- WHAT THE TASK ASKS: Your output must consist of the records printed verbatim, with the pictures excluded.

- SUPPLIED ENTRIES:
####################

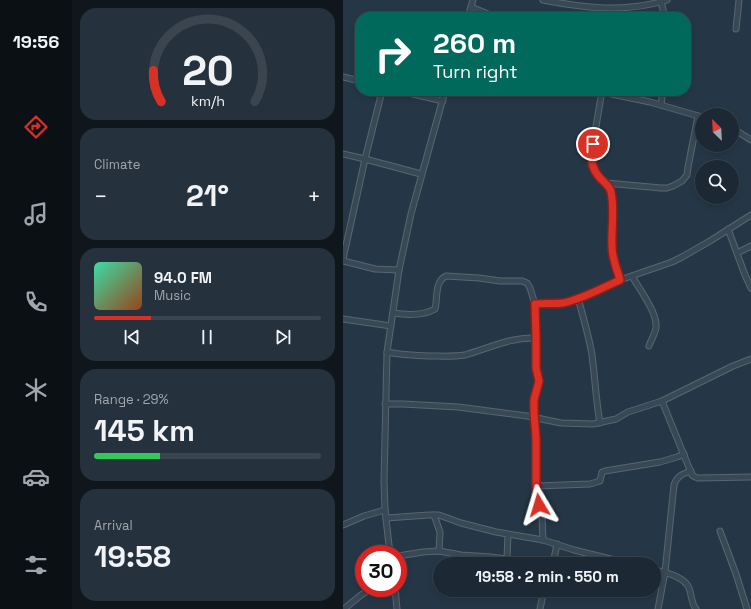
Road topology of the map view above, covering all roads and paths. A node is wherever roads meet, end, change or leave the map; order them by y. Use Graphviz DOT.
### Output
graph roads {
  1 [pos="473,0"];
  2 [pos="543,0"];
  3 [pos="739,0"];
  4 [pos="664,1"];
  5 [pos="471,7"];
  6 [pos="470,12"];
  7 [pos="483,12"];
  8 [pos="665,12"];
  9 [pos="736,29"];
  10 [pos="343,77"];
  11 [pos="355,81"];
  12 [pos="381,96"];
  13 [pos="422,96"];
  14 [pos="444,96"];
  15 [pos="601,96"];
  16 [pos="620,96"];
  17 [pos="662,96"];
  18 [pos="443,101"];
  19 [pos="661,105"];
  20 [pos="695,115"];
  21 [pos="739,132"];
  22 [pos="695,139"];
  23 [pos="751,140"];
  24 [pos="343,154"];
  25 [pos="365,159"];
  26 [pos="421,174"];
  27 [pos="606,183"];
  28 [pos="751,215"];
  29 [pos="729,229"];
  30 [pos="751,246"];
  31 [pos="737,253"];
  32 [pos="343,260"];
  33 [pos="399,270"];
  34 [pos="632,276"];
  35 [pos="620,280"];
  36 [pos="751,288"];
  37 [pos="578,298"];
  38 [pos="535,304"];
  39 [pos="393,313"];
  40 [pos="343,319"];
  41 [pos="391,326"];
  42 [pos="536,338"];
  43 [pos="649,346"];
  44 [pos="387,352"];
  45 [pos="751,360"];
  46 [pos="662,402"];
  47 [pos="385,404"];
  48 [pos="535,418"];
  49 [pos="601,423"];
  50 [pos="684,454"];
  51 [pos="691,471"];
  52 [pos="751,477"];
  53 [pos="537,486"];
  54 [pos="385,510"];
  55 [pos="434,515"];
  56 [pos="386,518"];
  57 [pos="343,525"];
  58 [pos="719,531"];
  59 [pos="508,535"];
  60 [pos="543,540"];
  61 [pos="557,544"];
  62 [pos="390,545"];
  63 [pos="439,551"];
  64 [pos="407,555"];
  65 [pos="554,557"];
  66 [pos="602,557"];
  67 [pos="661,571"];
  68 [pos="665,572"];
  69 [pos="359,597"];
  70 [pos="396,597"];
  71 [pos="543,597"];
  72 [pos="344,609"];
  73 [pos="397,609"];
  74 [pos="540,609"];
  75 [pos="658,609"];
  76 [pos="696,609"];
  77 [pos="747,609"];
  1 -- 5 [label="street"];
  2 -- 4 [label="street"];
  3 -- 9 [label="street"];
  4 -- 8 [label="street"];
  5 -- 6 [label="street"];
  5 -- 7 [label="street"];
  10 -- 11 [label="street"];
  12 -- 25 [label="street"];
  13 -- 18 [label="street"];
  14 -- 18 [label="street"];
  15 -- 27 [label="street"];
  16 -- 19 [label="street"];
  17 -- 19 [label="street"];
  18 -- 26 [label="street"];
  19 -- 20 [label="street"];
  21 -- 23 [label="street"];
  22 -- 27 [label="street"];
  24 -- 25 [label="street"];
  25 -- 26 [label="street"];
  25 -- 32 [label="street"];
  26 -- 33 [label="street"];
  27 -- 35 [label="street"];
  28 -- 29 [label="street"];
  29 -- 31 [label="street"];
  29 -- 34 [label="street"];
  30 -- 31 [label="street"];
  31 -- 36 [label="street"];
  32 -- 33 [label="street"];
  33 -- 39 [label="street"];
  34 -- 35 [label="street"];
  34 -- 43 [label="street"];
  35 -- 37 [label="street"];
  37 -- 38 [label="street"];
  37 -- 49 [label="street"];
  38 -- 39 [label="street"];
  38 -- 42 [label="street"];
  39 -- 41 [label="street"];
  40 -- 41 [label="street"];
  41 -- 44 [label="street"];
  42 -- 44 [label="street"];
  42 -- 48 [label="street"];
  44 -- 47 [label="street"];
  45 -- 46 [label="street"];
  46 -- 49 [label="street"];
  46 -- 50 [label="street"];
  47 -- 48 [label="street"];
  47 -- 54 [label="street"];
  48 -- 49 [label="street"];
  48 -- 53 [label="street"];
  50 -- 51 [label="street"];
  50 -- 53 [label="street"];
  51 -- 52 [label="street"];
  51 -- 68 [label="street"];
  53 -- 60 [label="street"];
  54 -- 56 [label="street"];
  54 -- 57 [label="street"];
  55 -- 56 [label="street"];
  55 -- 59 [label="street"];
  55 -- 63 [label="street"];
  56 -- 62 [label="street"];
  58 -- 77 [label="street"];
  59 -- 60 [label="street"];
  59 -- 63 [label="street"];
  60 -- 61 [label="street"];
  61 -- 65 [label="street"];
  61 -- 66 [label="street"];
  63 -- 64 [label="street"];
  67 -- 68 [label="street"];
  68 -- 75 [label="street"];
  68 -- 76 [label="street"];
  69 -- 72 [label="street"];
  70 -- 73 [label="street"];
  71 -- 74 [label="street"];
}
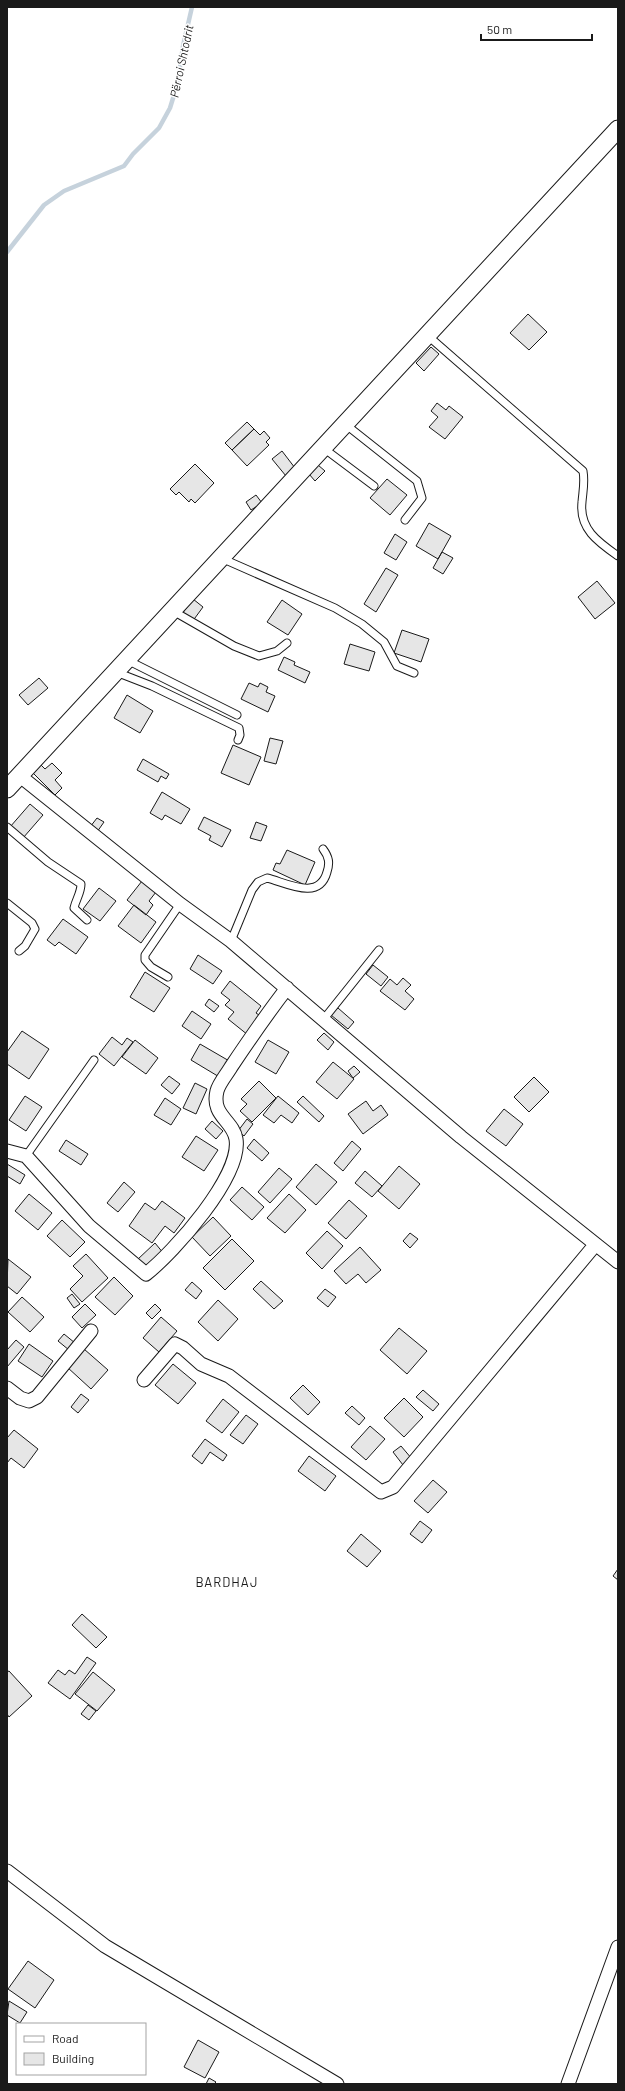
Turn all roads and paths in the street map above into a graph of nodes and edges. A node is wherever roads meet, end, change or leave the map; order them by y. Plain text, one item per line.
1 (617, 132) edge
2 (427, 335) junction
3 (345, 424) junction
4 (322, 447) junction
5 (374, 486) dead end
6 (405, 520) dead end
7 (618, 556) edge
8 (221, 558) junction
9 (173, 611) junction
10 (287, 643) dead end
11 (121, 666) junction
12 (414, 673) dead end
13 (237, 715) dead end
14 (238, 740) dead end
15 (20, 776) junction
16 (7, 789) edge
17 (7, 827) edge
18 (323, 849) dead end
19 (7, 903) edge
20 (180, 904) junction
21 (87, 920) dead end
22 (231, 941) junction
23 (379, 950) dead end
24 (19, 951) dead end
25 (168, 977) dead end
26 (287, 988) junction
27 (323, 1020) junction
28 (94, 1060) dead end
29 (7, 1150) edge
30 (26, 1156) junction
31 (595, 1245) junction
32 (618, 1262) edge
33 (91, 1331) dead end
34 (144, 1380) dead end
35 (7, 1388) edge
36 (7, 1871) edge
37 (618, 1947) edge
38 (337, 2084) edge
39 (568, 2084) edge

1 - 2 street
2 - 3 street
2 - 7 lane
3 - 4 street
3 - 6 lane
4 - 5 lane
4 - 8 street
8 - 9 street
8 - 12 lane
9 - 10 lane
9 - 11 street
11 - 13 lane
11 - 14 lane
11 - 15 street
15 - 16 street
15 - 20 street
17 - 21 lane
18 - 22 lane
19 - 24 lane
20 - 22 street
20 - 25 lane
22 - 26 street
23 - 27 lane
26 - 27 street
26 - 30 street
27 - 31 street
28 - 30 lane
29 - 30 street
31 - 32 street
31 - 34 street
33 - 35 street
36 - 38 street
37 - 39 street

####################

- WRITTEN ANSWER:
Road topology of the map view above, covering all roads and paths. A node is wherever roads meet, end, change or leave the map; order them by y. Use Graphviz DOT.
### Output
graph roads {
  1 [pos="473,0"];
  2 [pos="543,0"];
  3 [pos="739,0"];
  4 [pos="664,1"];
  5 [pos="471,7"];
  6 [pos="470,12"];
  7 [pos="483,12"];
  8 [pos="665,12"];
  9 [pos="736,29"];
  10 [pos="343,77"];
  11 [pos="355,81"];
  12 [pos="381,96"];
  13 [pos="422,96"];
  14 [pos="444,96"];
  15 [pos="601,96"];
  16 [pos="620,96"];
  17 [pos="662,96"];
  18 [pos="443,101"];
  19 [pos="661,105"];
  20 [pos="695,115"];
  21 [pos="739,132"];
  22 [pos="695,139"];
  23 [pos="751,140"];
  24 [pos="343,154"];
  25 [pos="365,159"];
  26 [pos="421,174"];
  27 [pos="606,183"];
  28 [pos="751,215"];
  29 [pos="729,229"];
  30 [pos="751,246"];
  31 [pos="737,253"];
  32 [pos="343,260"];
  33 [pos="399,270"];
  34 [pos="632,276"];
  35 [pos="620,280"];
  36 [pos="751,288"];
  37 [pos="578,298"];
  38 [pos="535,304"];
  39 [pos="393,313"];
  40 [pos="343,319"];
  41 [pos="391,326"];
  42 [pos="536,338"];
  43 [pos="649,346"];
  44 [pos="387,352"];
  45 [pos="751,360"];
  46 [pos="662,402"];
  47 [pos="385,404"];
  48 [pos="535,418"];
  49 [pos="601,423"];
  50 [pos="684,454"];
  51 [pos="691,471"];
  52 [pos="751,477"];
  53 [pos="537,486"];
  54 [pos="385,510"];
  55 [pos="434,515"];
  56 [pos="386,518"];
  57 [pos="343,525"];
  58 [pos="719,531"];
  59 [pos="508,535"];
  60 [pos="543,540"];
  61 [pos="557,544"];
  62 [pos="390,545"];
  63 [pos="439,551"];
  64 [pos="407,555"];
  65 [pos="554,557"];
  66 [pos="602,557"];
  67 [pos="661,571"];
  68 [pos="665,572"];
  69 [pos="359,597"];
  70 [pos="396,597"];
  71 [pos="543,597"];
  72 [pos="344,609"];
  73 [pos="397,609"];
  74 [pos="540,609"];
  75 [pos="658,609"];
  76 [pos="696,609"];
  77 [pos="747,609"];
  1 -- 5 [label="street"];
  2 -- 4 [label="street"];
  3 -- 9 [label="street"];
  4 -- 8 [label="street"];
  5 -- 6 [label="street"];
  5 -- 7 [label="street"];
  10 -- 11 [label="street"];
  12 -- 25 [label="street"];
  13 -- 18 [label="street"];
  14 -- 18 [label="street"];
  15 -- 27 [label="street"];
  16 -- 19 [label="street"];
  17 -- 19 [label="street"];
  18 -- 26 [label="street"];
  19 -- 20 [label="street"];
  21 -- 23 [label="street"];
  22 -- 27 [label="street"];
  24 -- 25 [label="street"];
  25 -- 26 [label="street"];
  25 -- 32 [label="street"];
  26 -- 33 [label="street"];
  27 -- 35 [label="street"];
  28 -- 29 [label="street"];
  29 -- 31 [label="street"];
  29 -- 34 [label="street"];
  30 -- 31 [label="street"];
  31 -- 36 [label="street"];
  32 -- 33 [label="street"];
  33 -- 39 [label="street"];
  34 -- 35 [label="street"];
  34 -- 43 [label="street"];
  35 -- 37 [label="street"];
  37 -- 38 [label="street"];
  37 -- 49 [label="street"];
  38 -- 39 [label="street"];
  38 -- 42 [label="street"];
  39 -- 41 [label="street"];
  40 -- 41 [label="street"];
  41 -- 44 [label="street"];
  42 -- 44 [label="street"];
  42 -- 48 [label="street"];
  44 -- 47 [label="street"];
  45 -- 46 [label="street"];
  46 -- 49 [label="street"];
  46 -- 50 [label="street"];
  47 -- 48 [label="street"];
  47 -- 54 [label="street"];
  48 -- 49 [label="street"];
  48 -- 53 [label="street"];
  50 -- 51 [label="street"];
  50 -- 53 [label="street"];
  51 -- 52 [label="street"];
  51 -- 68 [label="street"];
  53 -- 60 [label="street"];
  54 -- 56 [label="street"];
  54 -- 57 [label="street"];
  55 -- 56 [label="street"];
  55 -- 59 [label="street"];
  55 -- 63 [label="street"];
  56 -- 62 [label="street"];
  58 -- 77 [label="street"];
  59 -- 60 [label="street"];
  59 -- 63 [label="street"];
  60 -- 61 [label="street"];
  61 -- 65 [label="street"];
  61 -- 66 [label="street"];
  63 -- 64 [label="street"];
  67 -- 68 [label="street"];
  68 -- 75 [label="street"];
  68 -- 76 [label="street"];
  69 -- 72 [label="street"];
  70 -- 73 [label="street"];
  71 -- 74 [label="street"];
}
Turn all roads and paths in the street map above into a graph of nodes and edges. A node is wherever roads meet, end, change or leave the map; order them by y. Plain text, one item per line.
1 (617, 132) edge
2 (427, 335) junction
3 (345, 424) junction
4 (322, 447) junction
5 (374, 486) dead end
6 (405, 520) dead end
7 (618, 556) edge
8 (221, 558) junction
9 (173, 611) junction
10 (287, 643) dead end
11 (121, 666) junction
12 (414, 673) dead end
13 (237, 715) dead end
14 (238, 740) dead end
15 (20, 776) junction
16 (7, 789) edge
17 (7, 827) edge
18 (323, 849) dead end
19 (7, 903) edge
20 (180, 904) junction
21 (87, 920) dead end
22 (231, 941) junction
23 (379, 950) dead end
24 (19, 951) dead end
25 (168, 977) dead end
26 (287, 988) junction
27 (323, 1020) junction
28 (94, 1060) dead end
29 (7, 1150) edge
30 (26, 1156) junction
31 (595, 1245) junction
32 (618, 1262) edge
33 (91, 1331) dead end
34 (144, 1380) dead end
35 (7, 1388) edge
36 (7, 1871) edge
37 (618, 1947) edge
38 (337, 2084) edge
39 (568, 2084) edge

1 - 2 street
2 - 3 street
2 - 7 lane
3 - 4 street
3 - 6 lane
4 - 5 lane
4 - 8 street
8 - 9 street
8 - 12 lane
9 - 10 lane
9 - 11 street
11 - 13 lane
11 - 14 lane
11 - 15 street
15 - 16 street
15 - 20 street
17 - 21 lane
18 - 22 lane
19 - 24 lane
20 - 22 street
20 - 25 lane
22 - 26 street
23 - 27 lane
26 - 27 street
26 - 30 street
27 - 31 street
28 - 30 lane
29 - 30 street
31 - 32 street
31 - 34 street
33 - 35 street
36 - 38 street
37 - 39 street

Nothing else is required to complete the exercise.